Task -> Set down the entries again word for word, without any of the images.

Information supplied ->
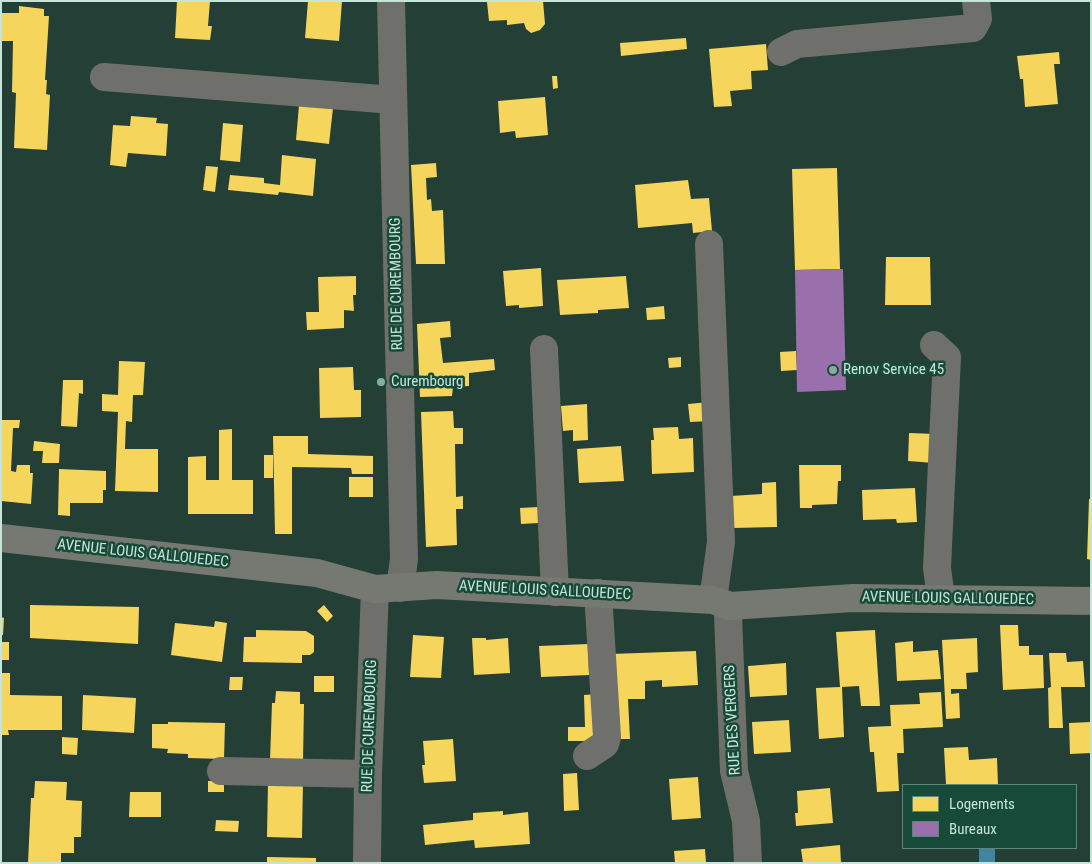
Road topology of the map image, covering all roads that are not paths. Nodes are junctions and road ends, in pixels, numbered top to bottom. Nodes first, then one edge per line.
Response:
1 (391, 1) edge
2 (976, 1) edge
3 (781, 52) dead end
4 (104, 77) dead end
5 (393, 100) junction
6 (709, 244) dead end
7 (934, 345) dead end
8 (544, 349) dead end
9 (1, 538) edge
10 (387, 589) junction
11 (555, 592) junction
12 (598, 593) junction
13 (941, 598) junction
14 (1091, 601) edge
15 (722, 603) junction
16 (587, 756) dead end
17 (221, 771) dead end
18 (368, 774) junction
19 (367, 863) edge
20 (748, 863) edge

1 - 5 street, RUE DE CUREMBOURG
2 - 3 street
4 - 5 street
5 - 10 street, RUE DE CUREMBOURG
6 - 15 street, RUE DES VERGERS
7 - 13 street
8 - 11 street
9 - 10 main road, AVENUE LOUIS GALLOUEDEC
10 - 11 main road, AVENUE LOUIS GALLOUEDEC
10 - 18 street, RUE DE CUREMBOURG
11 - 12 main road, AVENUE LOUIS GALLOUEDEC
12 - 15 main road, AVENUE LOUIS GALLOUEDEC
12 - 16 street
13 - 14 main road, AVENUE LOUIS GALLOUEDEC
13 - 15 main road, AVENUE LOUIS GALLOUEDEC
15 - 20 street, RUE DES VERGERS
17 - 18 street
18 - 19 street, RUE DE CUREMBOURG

Your response ->
Road topology of the map image, covering all roads that are not paths. Nodes are junctions and road ends, in pixels, numbered top to bottom. Nodes first, then one edge per line.
Response:
1 (391, 1) edge
2 (976, 1) edge
3 (781, 52) dead end
4 (104, 77) dead end
5 (393, 100) junction
6 (709, 244) dead end
7 (934, 345) dead end
8 (544, 349) dead end
9 (1, 538) edge
10 (387, 589) junction
11 (555, 592) junction
12 (598, 593) junction
13 (941, 598) junction
14 (1091, 601) edge
15 (722, 603) junction
16 (587, 756) dead end
17 (221, 771) dead end
18 (368, 774) junction
19 (367, 863) edge
20 (748, 863) edge

1 - 5 street, RUE DE CUREMBOURG
2 - 3 street
4 - 5 street
5 - 10 street, RUE DE CUREMBOURG
6 - 15 street, RUE DES VERGERS
7 - 13 street
8 - 11 street
9 - 10 main road, AVENUE LOUIS GALLOUEDEC
10 - 11 main road, AVENUE LOUIS GALLOUEDEC
10 - 18 street, RUE DE CUREMBOURG
11 - 12 main road, AVENUE LOUIS GALLOUEDEC
12 - 15 main road, AVENUE LOUIS GALLOUEDEC
12 - 16 street
13 - 14 main road, AVENUE LOUIS GALLOUEDEC
13 - 15 main road, AVENUE LOUIS GALLOUEDEC
15 - 20 street, RUE DES VERGERS
17 - 18 street
18 - 19 street, RUE DE CUREMBOURG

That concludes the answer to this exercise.